> _EXERCISE DESCRIPTION_
Transcribe each record word for word. Skip the images.

Joint position lists:
━━━━━━━━━━

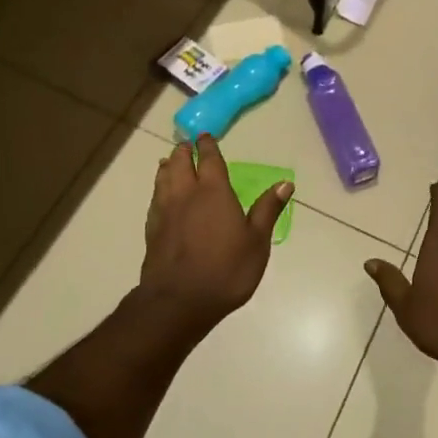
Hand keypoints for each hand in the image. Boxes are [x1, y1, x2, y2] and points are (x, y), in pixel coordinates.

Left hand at [140, 134, 291, 331]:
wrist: (178, 302)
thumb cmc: (225, 270)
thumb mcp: (256, 242)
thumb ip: (267, 210)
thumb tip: (285, 183)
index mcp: (213, 191)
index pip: (209, 158)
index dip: (207, 145)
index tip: (205, 136)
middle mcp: (186, 194)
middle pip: (180, 162)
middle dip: (184, 151)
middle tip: (187, 145)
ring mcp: (165, 211)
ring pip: (163, 178)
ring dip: (168, 166)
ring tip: (170, 162)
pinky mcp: (152, 230)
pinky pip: (154, 199)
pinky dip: (159, 189)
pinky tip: (161, 196)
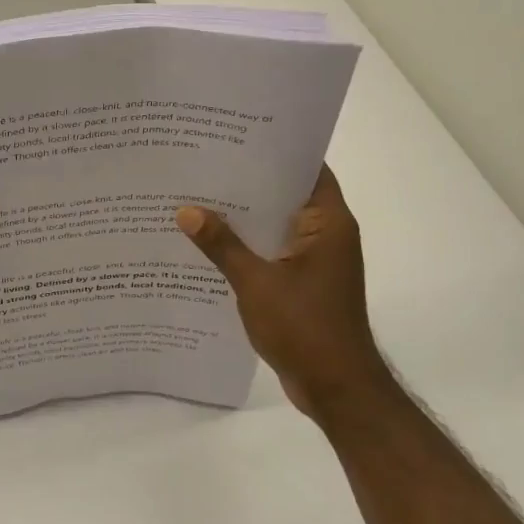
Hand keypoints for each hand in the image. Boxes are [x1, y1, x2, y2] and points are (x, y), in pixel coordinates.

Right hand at [176, 165, 388, 417]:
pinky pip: (272, 250)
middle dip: (249, 181)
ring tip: (198, 196)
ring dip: (245, 216)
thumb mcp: (256, 283)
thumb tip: (186, 210)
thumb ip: (221, 245)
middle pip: (286, 194)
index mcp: (328, 223)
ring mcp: (315, 260)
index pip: (306, 169)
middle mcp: (326, 235)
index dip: (275, 150)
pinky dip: (248, 244)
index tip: (235, 135)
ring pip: (276, 224)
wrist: (337, 388)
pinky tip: (210, 242)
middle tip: (204, 163)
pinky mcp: (304, 282)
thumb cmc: (305, 328)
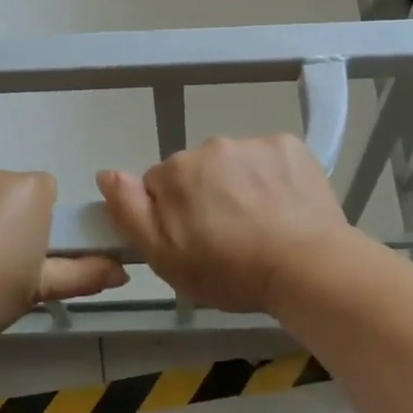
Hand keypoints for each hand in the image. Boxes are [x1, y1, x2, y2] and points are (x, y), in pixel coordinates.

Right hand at [97, 135, 356, 313]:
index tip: (194, 240)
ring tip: (261, 225)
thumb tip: (106, 173)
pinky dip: (273, 177)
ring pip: (235, 163)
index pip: (160, 185)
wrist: (306, 266)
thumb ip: (130, 211)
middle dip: (206, 195)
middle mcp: (211, 146)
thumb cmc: (230, 270)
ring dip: (240, 185)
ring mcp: (253, 142)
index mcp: (176, 171)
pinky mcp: (289, 145)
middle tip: (228, 236)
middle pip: (198, 170)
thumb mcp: (165, 257)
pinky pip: (270, 158)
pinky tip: (284, 207)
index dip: (173, 214)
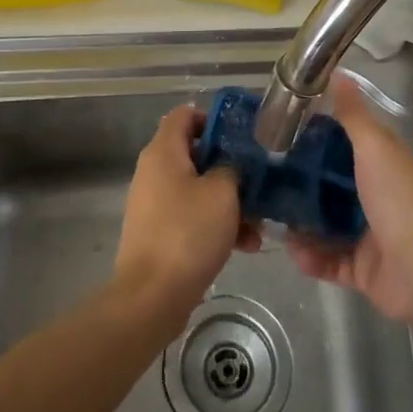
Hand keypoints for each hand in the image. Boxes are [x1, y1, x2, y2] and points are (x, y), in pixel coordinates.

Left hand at [115, 105, 259, 315]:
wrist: (152, 296)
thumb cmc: (187, 233)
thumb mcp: (222, 193)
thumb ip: (232, 168)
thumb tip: (231, 166)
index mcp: (163, 152)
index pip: (185, 114)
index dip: (214, 118)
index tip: (243, 135)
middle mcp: (154, 171)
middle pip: (196, 153)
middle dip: (230, 167)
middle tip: (259, 180)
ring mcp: (155, 203)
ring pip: (199, 189)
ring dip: (230, 202)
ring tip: (260, 223)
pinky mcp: (160, 232)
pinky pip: (192, 216)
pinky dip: (217, 224)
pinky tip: (246, 245)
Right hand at [286, 75, 412, 322]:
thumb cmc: (398, 200)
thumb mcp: (375, 147)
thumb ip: (353, 115)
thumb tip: (338, 74)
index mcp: (385, 167)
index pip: (348, 146)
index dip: (319, 138)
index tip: (285, 133)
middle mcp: (379, 199)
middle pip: (333, 187)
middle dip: (302, 184)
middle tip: (267, 179)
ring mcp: (371, 237)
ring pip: (327, 226)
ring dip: (300, 223)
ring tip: (271, 217)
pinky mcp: (363, 271)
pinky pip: (329, 262)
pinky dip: (310, 258)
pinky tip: (291, 251)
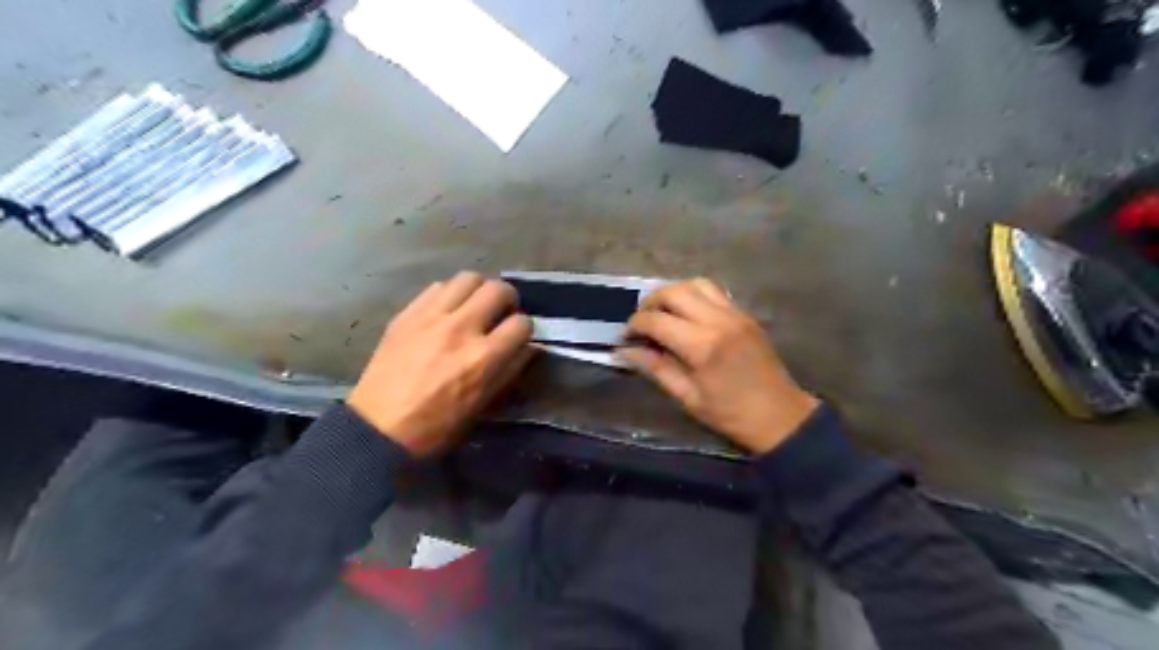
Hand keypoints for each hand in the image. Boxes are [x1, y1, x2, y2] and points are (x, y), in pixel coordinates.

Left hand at [346, 272, 536, 458]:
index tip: (517, 336)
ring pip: (468, 278)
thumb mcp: (484, 403)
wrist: (379, 427)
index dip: (524, 329)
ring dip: (478, 291)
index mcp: (483, 357)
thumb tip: (528, 346)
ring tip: (473, 306)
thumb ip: (510, 369)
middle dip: (507, 300)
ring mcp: (432, 317)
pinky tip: (446, 311)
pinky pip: (437, 287)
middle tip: (500, 313)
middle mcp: (461, 329)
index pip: (521, 323)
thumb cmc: (438, 425)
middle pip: (498, 289)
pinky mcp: (408, 313)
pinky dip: (449, 294)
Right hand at [620, 278, 818, 450]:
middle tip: (641, 322)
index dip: (634, 325)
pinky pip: (714, 292)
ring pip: (695, 284)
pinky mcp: (745, 314)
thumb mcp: (687, 398)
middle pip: (674, 291)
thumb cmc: (730, 414)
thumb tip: (624, 351)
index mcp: (702, 346)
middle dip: (650, 302)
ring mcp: (735, 313)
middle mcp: (718, 321)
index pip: (656, 320)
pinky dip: (694, 295)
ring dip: (673, 293)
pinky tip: (687, 315)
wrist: (780, 416)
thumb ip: (655, 368)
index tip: (626, 337)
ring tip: (662, 313)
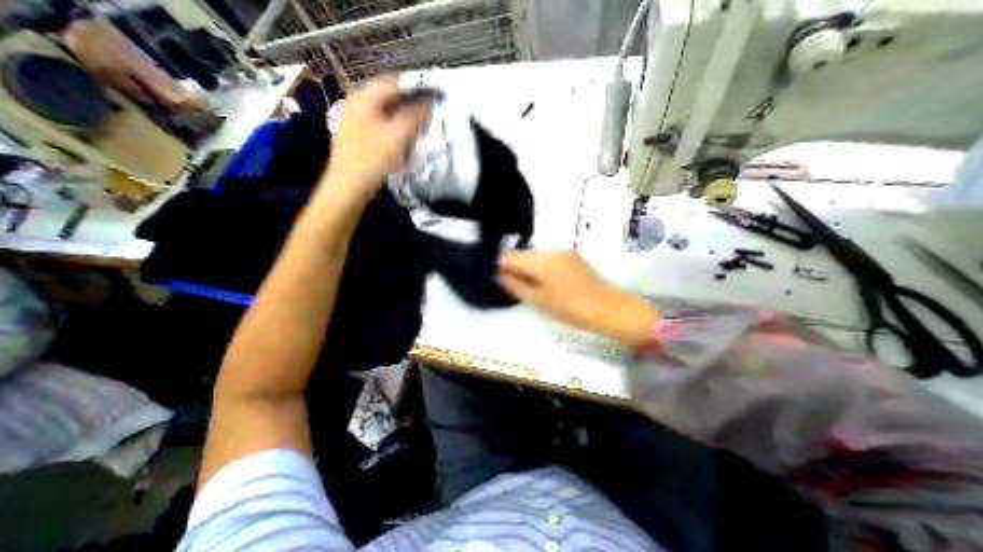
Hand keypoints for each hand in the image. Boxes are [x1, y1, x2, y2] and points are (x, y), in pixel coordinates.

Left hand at [324, 73, 431, 200]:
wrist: (348, 186)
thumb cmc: (372, 159)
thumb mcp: (397, 136)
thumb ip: (414, 116)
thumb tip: (428, 102)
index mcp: (364, 97)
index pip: (395, 81)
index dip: (417, 87)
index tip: (435, 97)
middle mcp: (358, 103)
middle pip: (390, 96)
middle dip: (411, 104)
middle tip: (429, 115)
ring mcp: (357, 119)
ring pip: (387, 112)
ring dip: (405, 118)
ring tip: (419, 129)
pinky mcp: (360, 135)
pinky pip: (383, 125)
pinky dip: (396, 129)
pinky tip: (404, 141)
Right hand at [503, 247, 655, 344]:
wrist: (606, 307)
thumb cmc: (568, 307)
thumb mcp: (537, 299)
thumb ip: (514, 285)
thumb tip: (498, 275)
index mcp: (538, 259)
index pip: (508, 256)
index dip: (498, 266)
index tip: (496, 278)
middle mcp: (548, 249)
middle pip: (520, 253)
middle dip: (512, 266)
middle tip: (511, 285)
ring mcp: (561, 251)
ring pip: (533, 255)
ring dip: (525, 267)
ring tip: (527, 285)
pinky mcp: (569, 256)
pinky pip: (545, 257)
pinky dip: (538, 266)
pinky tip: (542, 281)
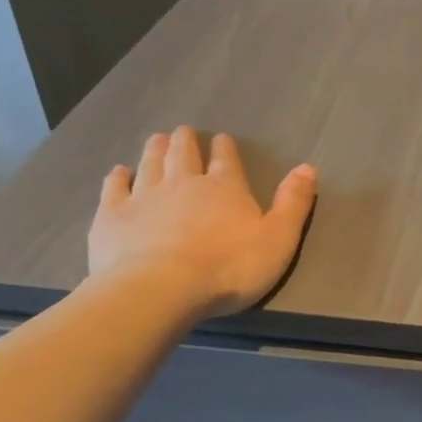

━━━━━━━━━━

> _SOLUTION_
Hand keypoints for each hand in the image. Boxes are [x1, y1, x2, y2] and points are (x, y), in pixel coordinates.

Left hand at [140, 134, 291, 331]:
wrist: (178, 302)
thumb cmc: (225, 270)
thumb mcp: (256, 242)
thumb ip: (267, 210)
thumb tip: (285, 183)
index mcp: (213, 191)
index pip: (209, 158)
index dip: (207, 145)
index tip: (205, 136)
middle mcp: (186, 194)
middle pip: (180, 162)
middle dip: (184, 151)
middle tip: (187, 145)
ring mcp: (165, 211)
ring pip: (163, 178)
ring dip: (168, 166)
ring tip: (170, 162)
pinky mcp: (152, 230)
pinky pip: (154, 199)
pinky dip: (159, 189)
pinky tip: (161, 196)
Hand keypoints for each hand in the image. Boxes are [x1, y1, x2, y2] and points are (x, y), in pixel coordinates.

Right hand at [176, 165, 388, 417]:
pinky pip: (272, 250)
middle dip: (249, 181)
ring tip: (198, 196)
ring dip: (245, 216)
thumb mcp: (256, 283)
thumb tip: (186, 210)
thumb ip: (221, 245)
middle pip: (286, 194)
index mcp: (328, 223)
ring mcp: (315, 260)
index pip: (306, 169)
middle mcp: (326, 235)
index dip: (275, 150)
pinky dip: (248, 244)
index tip: (235, 135)
ring pip: (276, 224)
wrist: (337, 388)
pinky tip: (210, 242)
middle tip: (204, 163)
pinky mcp: (304, 282)
thumb cmc: (305, 328)
Hand keypoints for each hand in the image. Boxes are [x1, y1, x2, y2] and points are (x, y), in pixel coordinates.

Right hand at [97, 135, 356, 313]:
index tip: (194, 240)
ring tip: (261, 225)
thumb tip: (106, 173)
pinky dip: (273, 177)
ring pip: (235, 163)
index pip: (160, 185)
wrist: (306, 266)
thumb ip: (130, 211)
middle dip: (206, 195)
middle mcp: (211, 146)
thumb cmc: (230, 270)
ring dip: (240, 185)
ring mcp: (253, 142)
index mcp: (176, 171)
pinky mcp: (289, 145)
middle tip: (228, 236)
middle pip: (198, 170)
thumb mcp: (165, 257)
pinky pip: (270, 158)
pinky tip: (284, 207)
index dip: (173, 214)
Hand keypoints for each hand in the image. Boxes are [x1, y1, x2, y2] and points are (x, y), in pixel coordinates.

Left hand at [115, 105, 259, 315]:
wrist: (152, 296)
thumb cmc: (187, 233)
thumb mcp: (222, 193)
thumb ip: (232, 168)
thumb tip: (231, 166)
index mcp: (163, 152)
index pip: (185, 114)
index dip: (214, 118)
index tip: (243, 135)
middle mcp: (154, 171)
middle pip: (196, 153)
middle dip: (230, 167)
middle tip: (259, 180)
ring mcp: (155, 203)
ring pip: (199, 189)
ring dip: (230, 202)
ring tip: (260, 223)
pinky mcp: (160, 232)
pinky pip: (192, 216)
pinky dip: (217, 224)
pinky tip: (246, 245)
Right hand at [286, 75, 412, 322]:
thumb cmc: (398, 200)
thumb mcp: (375, 147)
thumb ip: (353, 115)
thumb tip: (338, 74)
index mcp: (385, 167)
index pip: (348, 146)
index dip: (319, 138)
index tip: (285, 133)
middle mcp: (379, 199)
middle pip: (333, 187)
middle dip: (302, 184)
middle tip: (267, 179)
ring mcp: (371, 237)
ring pip: (327, 226)
ring dip: (300, 223)
ring tip: (271, 217)
pinky mcp: (363, 271)
pinky pip: (329, 262)
pinky dip: (310, 258)
pinky tip: (291, 251)
Hand keypoints for each hand in the image. Boxes are [x1, y1, x2, y2] and points are (x, y), in pixel coordinates.

Left hand at [346, 272, 536, 458]:
index tip: (517, 336)
ring pip: (468, 278)
thumb mcp: (484, 403)
wrist: (379, 427)
index dip: (524, 329)
ring dip: (478, 291)
index mcp: (483, 357)
thumb tip: (528, 346)
ring tip: (473, 306)
thumb ip: (510, 369)
middle dip: (507, 300)
ring mcp: (432, 317)
pinky tip: (446, 311)
pinky pip: (437, 287)
middle tip: (500, 313)
middle mcp: (461, 329)
index pip: (521, 323)
thumb cmc: (438, 425)
middle pip: (498, 289)
pinky mcp: (408, 313)
pinky dip: (449, 294)
Right hand at [620, 278, 818, 450]:
middle tip: (641, 322)
index dip: (634, 325)
pinky pip: (714, 292)
ring pip: (695, 284)
pinky mcp: (745, 314)
thumb mcp: (687, 398)
middle pip: (674, 291)
thumb cmc: (730, 414)
thumb tip: (624, 351)
index mcp: (702, 346)
middle dip: (650, 302)
ring mcp: (735, 313)
middle mcp: (718, 321)
index pip: (656, 320)
pinky dip: (694, 295)
ring dip: (673, 293)
pinky tip: (687, 315)
wrist: (780, 416)
thumb ip: (655, 368)
index tip: (626, 337)
ring tip: (662, 313)
Hand keypoints for each hand in the image. Boxes are [x1, y1, x2, y2] and points are (x, y), in pixel coordinates.

Left hand at [324, 73, 431, 200]:
wrist: (348, 186)
thumb cmc: (372, 159)
thumb mcp: (397, 136)
thumb ip: (414, 116)
thumb tip: (428, 102)
index mcp: (364, 97)
index pip: (395, 81)
index dip: (417, 87)
index tip: (435, 97)
middle mcp: (358, 103)
middle pip: (390, 96)
middle dip: (411, 104)
middle tip: (429, 115)
ring mcp: (357, 119)
ring pip: (387, 112)
ring dip: (405, 118)
ring tip: (419, 129)
pinky mcp: (360, 135)
pinky pip: (383, 125)
pinky dip: (396, 129)
pinky tip: (404, 141)
Right hand at [503, 247, 655, 344]:
wrist: (606, 307)
thumb cmc: (568, 307)
thumb mcp: (537, 299)
thumb ip: (514, 285)
thumb tip: (498, 275)
index mcp: (538, 259)
index pip: (508, 256)
index dip: (498, 266)
index tip: (496, 278)
middle mcp: (548, 249)
middle pip: (520, 253)
middle dip: (512, 266)
middle tip: (511, 285)
ring mcp: (561, 251)
ring pip: (533, 255)
ring dip: (525, 267)
ring tip: (527, 285)
pinky mcp: (569, 256)
pinky pip: (545, 257)
pinky dip: (538, 266)
pinky tip: (542, 281)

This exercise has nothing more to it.